What is needed >> Please print each record below exactly as it is written.

----------------------------------------

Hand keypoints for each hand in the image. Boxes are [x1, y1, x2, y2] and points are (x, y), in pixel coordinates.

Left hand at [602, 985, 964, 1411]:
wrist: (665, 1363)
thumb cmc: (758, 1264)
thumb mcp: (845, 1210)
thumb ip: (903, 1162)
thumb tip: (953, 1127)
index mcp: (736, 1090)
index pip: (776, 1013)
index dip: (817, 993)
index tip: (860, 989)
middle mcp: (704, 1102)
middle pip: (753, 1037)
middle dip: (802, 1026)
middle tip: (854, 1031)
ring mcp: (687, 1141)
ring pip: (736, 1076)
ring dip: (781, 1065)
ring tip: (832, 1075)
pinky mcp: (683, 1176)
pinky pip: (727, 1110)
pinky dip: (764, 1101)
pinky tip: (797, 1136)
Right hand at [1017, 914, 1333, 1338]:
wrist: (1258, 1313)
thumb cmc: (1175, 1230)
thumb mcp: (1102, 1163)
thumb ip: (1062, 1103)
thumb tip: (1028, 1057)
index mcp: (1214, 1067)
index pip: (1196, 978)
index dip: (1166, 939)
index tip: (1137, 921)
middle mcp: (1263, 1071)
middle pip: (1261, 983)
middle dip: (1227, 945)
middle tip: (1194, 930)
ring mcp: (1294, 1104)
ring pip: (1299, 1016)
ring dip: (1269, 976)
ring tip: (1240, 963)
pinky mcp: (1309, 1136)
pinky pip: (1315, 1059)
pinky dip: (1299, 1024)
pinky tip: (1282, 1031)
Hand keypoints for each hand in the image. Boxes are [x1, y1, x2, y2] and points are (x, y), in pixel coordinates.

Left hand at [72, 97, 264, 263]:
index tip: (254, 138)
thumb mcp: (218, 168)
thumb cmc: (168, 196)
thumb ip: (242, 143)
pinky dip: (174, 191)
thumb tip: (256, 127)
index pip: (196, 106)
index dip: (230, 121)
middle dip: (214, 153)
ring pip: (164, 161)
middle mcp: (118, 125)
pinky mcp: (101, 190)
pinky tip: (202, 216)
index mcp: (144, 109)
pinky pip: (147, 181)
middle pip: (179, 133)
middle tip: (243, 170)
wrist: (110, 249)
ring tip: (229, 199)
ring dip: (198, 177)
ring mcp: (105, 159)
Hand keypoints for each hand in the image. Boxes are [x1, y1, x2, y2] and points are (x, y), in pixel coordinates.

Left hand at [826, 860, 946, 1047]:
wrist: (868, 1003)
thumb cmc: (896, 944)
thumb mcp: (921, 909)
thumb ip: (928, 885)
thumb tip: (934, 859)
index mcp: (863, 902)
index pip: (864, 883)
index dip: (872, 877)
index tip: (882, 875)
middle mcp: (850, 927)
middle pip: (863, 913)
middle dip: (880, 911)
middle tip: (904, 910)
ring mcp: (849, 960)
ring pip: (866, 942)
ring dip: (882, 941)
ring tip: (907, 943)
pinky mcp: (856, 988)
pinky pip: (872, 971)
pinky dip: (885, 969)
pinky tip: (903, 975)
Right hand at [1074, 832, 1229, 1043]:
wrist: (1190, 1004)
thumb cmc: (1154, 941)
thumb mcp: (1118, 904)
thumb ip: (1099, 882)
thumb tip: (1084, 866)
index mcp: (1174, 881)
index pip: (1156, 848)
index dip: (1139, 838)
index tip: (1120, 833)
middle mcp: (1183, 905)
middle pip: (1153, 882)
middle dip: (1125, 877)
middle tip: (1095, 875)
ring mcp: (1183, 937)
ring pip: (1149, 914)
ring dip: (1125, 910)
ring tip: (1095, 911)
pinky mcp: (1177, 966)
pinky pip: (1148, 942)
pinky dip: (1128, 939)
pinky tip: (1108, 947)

----------------------------------------

Final answer >>
Hand keypoints for each hand in the image. Boxes are [x1, y1, x2, y2] and points are (x, y), in pixel coordinates.

Left hand at [602, 985, 964, 1411]:
wrist: (665, 1363)
thumb cmc: (758, 1264)
thumb mcp: (845, 1210)
thumb ip: (903, 1162)
thumb tip: (953, 1127)
index mcp: (736, 1090)
index pip: (776, 1013)
index dip: (817, 993)
index tip: (860, 989)
middle mcp: (704, 1102)
middle pip: (753, 1037)
middle dip: (802, 1026)
middle tip: (854, 1031)
ring mcp: (687, 1141)
ring pip: (736, 1076)
ring dip: (781, 1065)
ring tip: (832, 1075)
pinky mcp: (683, 1176)
pinky pip: (727, 1110)
pinky dip: (764, 1101)
pinky tip: (797, 1136)
Right hand at [1017, 914, 1333, 1338]:
wrist: (1258, 1313)
thumb cmc: (1175, 1230)
thumb mcp: (1102, 1163)
thumb ip: (1062, 1103)
thumb tip: (1028, 1057)
index mcp: (1214, 1067)
index pip: (1196, 978)
index dip: (1166, 939)
index tip: (1137, 921)
middle mcp: (1263, 1071)
middle pip: (1261, 983)
middle dip: (1227, 945)
middle tip: (1194, 930)
ring mcp: (1294, 1104)
ring pip: (1299, 1016)
ring dip: (1269, 976)
ring tip: (1240, 963)
pinky mcp: (1309, 1136)
pinky pip: (1315, 1059)
pinky dip: (1299, 1024)
pinky tip: (1282, 1031)
Hand keypoints for each hand in the image. Boxes are [x1, y1, x2, y2] and points are (x, y), in pixel coordinates.

Left hand at [72, 97, 264, 263]:
index tip: (254, 138)
thumb mcp: (218, 168)
thumb cmc: (168, 196)
thumb ip: (242, 143)
pinky dip: (174, 191)
thumb tip: (256, 127)
index pip: (196, 106)
index dip: (230, 121)
middle dip: (214, 153)
ring pip: (164, 161)
middle mcp: (118, 125)
pinky mcp: (101, 190)
pinky tip: (202, 216)
index mcp: (144, 109)
pinky pip: (147, 181)
middle pip: (179, 133)
middle tip: (243, 170)
wrist: (110, 249)
ring tip: (229, 199)
ring dip: (198, 177)
ring mcp: (105, 159)
Hand keypoints for each hand in the image. Boxes are [x1, y1, x2, y2] and points are (x, y), in pixel coordinates.

Left hand at [826, 860, 946, 1047]:
wrist: (868, 1003)
thumb cmc: (896, 944)
thumb mcp: (921, 909)
thumb ip: (928, 885)
thumb tip: (934, 859)
index mcp: (863, 902)
index pip: (864, 883)
index dip: (872, 877)
index tip: (882, 875)
middle mcp: (850, 927)
middle pip: (863, 913)
middle dip: (880, 911)
middle tip: (904, 910)
ring mcp: (849, 960)
ring pip: (866, 942)
ring dip: (882, 941)
ring tip: (907, 943)
pinky mcp: (856, 988)
pinky pip: (872, 971)
pinky dip: (885, 969)
pinky tip: (903, 975)
Right hand at [1074, 832, 1229, 1043]:
wrist: (1190, 1004)
thumb cmc: (1154, 941)
thumb mcp: (1118, 904)
thumb ip: (1099, 882)
thumb tip: (1084, 866)
index mcp: (1174, 881)
index pip: (1156, 848)
index dip: (1139, 838)
index tip: (1120, 833)
middle mcp: (1183, 905)
middle pip: (1153, 882)
middle dip: (1125, 877)
middle tip: (1095, 875)
ring mcp: (1183, 937)
ring pip: (1149, 914)
ring dip: (1125, 910)
ring tip: (1095, 911)
pinky mcp: (1177, 966)
pinky pip: (1148, 942)
pinky dip: (1128, 939)
pinky tip: (1108, 947)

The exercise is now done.